Chapter 5 analyzes an infamous instance of police brutality at a pool party. In June 2015, fifteen-year-old Dajerria Becton was among the African American teenagers at a pool party in the Dallas suburb of McKinney, Texas, who were violently suppressed by the police. The incident was captured on cell phone videos that were widely disseminated, which included a powerful image of the small bikini-clad girl’s bodily vulnerability under the knee of a police officer. Close attention to the McKinney case reveals ways in which racism and antiracism are renewed and refigured in the twenty-first century. In this chapter, I articulate and put into relation the plural technologies of race (and gender) that came together in this encounter and its aftermath: suburban communities and swimming pools, bikinis and police uniforms, cell phone cameras and social media. This chapter explores the spatial and social relations specific to a homeowners association–managed community pool and puts that into relationship with the role of the police in enforcing segregation. The chapter also foregrounds the role of social media in distributing focal images for righteous anger, while arguing for the value of deeper engagement with the incidents and their contexts to more fully explicate what they reveal about unjust social structures. It engages the literature of “race as technology” and the “liberatory imagination” to explore how artists and activists are mobilizing images as part of advocacy for justice.

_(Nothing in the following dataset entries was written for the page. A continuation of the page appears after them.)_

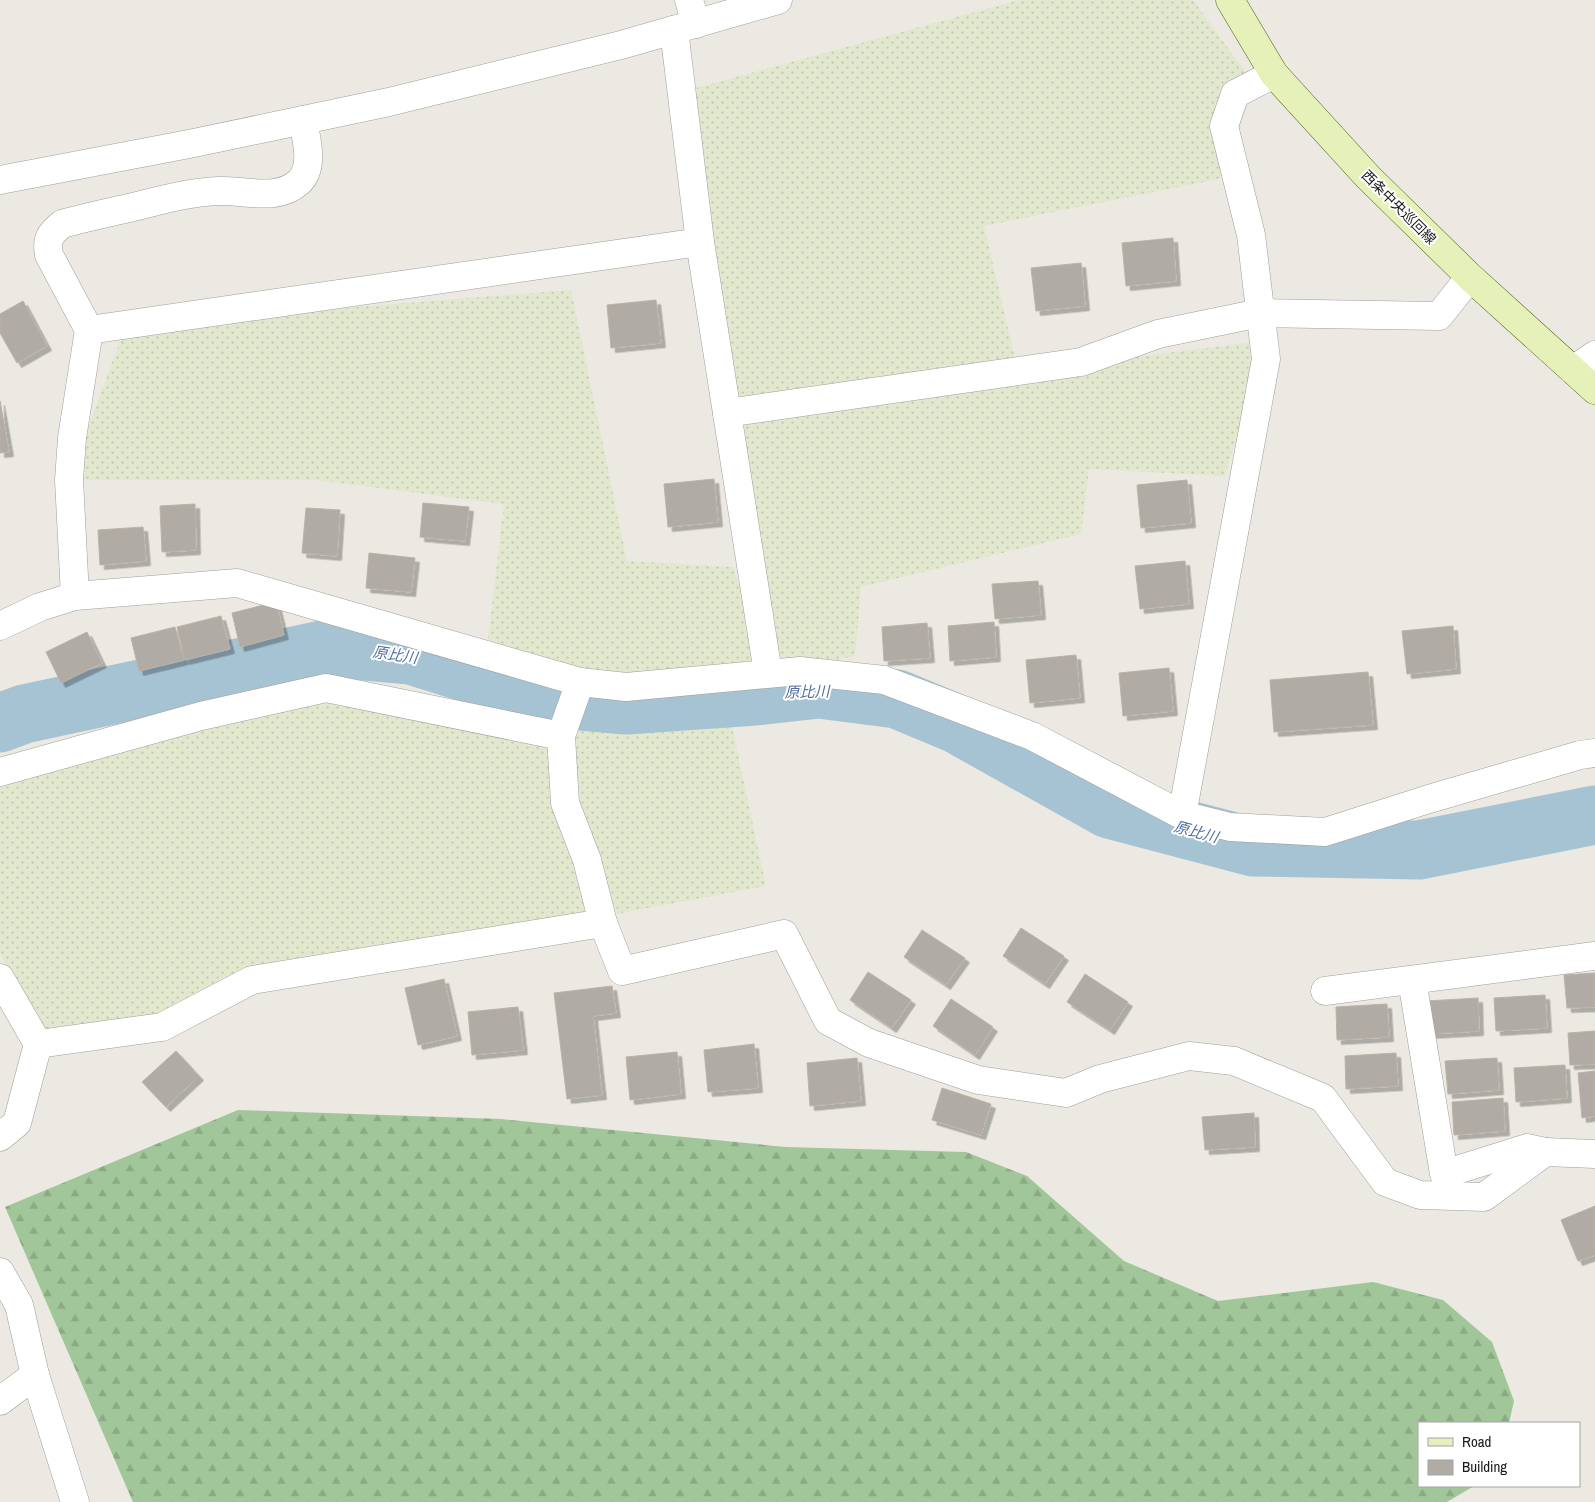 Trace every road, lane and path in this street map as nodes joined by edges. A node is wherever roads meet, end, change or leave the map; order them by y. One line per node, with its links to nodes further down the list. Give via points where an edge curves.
1 (778, 0): 3 (street)
2 (1230, 0): 4 (street, 西条中央巡回線)
3 (686, 18): 5 (street, via 621,46); 7 (street)
4 (1274, 74): 8 (street, 西条中央巡回線, via 1368,177); 9 (street, via 1235,94 1224,126 1251,234)
5 (303, 120): 6 (street); 10 (street, via 308,166 300,181 286,191 269,194 219,191 178,196 62,224 53,232 47,242 49,254)
6 (0, 180)
7 (700, 242): 10 (street); 14 (street)
8 (1470, 277): 9 (street, via 1439,316); 12 (street, 西条中央巡回線)
9 (1260, 313): 14 (street, via 1158,334 1081,362); 22 (street, via 1266,359)
10 (89, 330): 15 (street, via 72,438 69,480)
11 (1595, 355): 12 (street)
12 (1573, 370): 13 (street, 西条中央巡回線)
13 (1595, 390)
14 (727, 413): 17 (street)
15 (75, 596): 16 (street, via 40,607); 18 (street, via 237,582)
16 (0, 626)
17 (768, 673): 18 (street, via 626,687); 22 (street, via 800,671 884,680 1032,736)
18 (580, 682): 19 (street)
19 (561, 736): 21 (street, via 326,688 201,716); 23 (street, via 566,803 587,860)
20 (1595, 753): 22 (street, via 1429,798 1325,832 1230,827)
21 (0, 772)
22 (1182, 815)
23 (603, 923): 28 (street, via 252,980 162,1027); 30 (street, via 622,971 784,934 828,1021 869,1043 978,1080 1066,1093 1100,1079 1189,1056 1234,1061 1323,1098 1386,1182 1420,1194 1484,1197)
24 (1595, 956): 26 (street)
25 (0, 978): 28 (street)
26 (1412, 980): 27 (street); 30 (street, via 1444,1174 1527,1148)
27 (1325, 991)
28 (38, 1044): 29 (street, via 16,1123)
29 (0, 1137)
30 (1546, 1152): 31 (street)
31 (1595, 1154)
32 (0, 1272): 33 (street, via 19,1305)
33 (35, 1375): 34 (street); 35 (street)
34 (0, 1401)
35 (75, 1502)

In chapter 6, I explore tennis star Serena Williams’s life-threatening experience when giving birth to her daughter in September 2017 as a window into reproductive injustice. That someone with so much wealth, power, and expertise faced such challenges receiving the care that she needed exposes the inadequacy of frequently invoked explanations for high maternal mortality among Black women, such as poverty or failure to seek prenatal care. The chapter then puts Williams’s account of her experience into the context of two intersecting elements: links between her birth experience and those of far too many Black women, and representations of her body over the course of her career to illuminate the ways in which Black women’s bodies are simultaneously hypersurveilled and inadequately cared for. Williams is not an uncomplicated figure in this landscape, but when she mobilizes her social media platform to call attention to racially stratified access to safe births and to demand change, she contributes to reproductive justice advocacy.

The book’s conclusion explores some of the ways that the cases analyzed in this book provide insight into the twinned events of summer 2020: the crisis of COVID-19 and the resurgence of Black Lives Matter. It draws together what has been learned by looking across domains—workplaces, communities, institutions, leisure spaces, infrastructures—underscoring the value of considering wholes and parts. It also provides a set of analytical strategies on which readers can draw to form analyses of other events, presented in a way that can be modified for use in wide-ranging classroom contexts: an iterative four-step template for analysis that I call the sickening assignment. Finally, it encourages readers to combine analysis and additional action.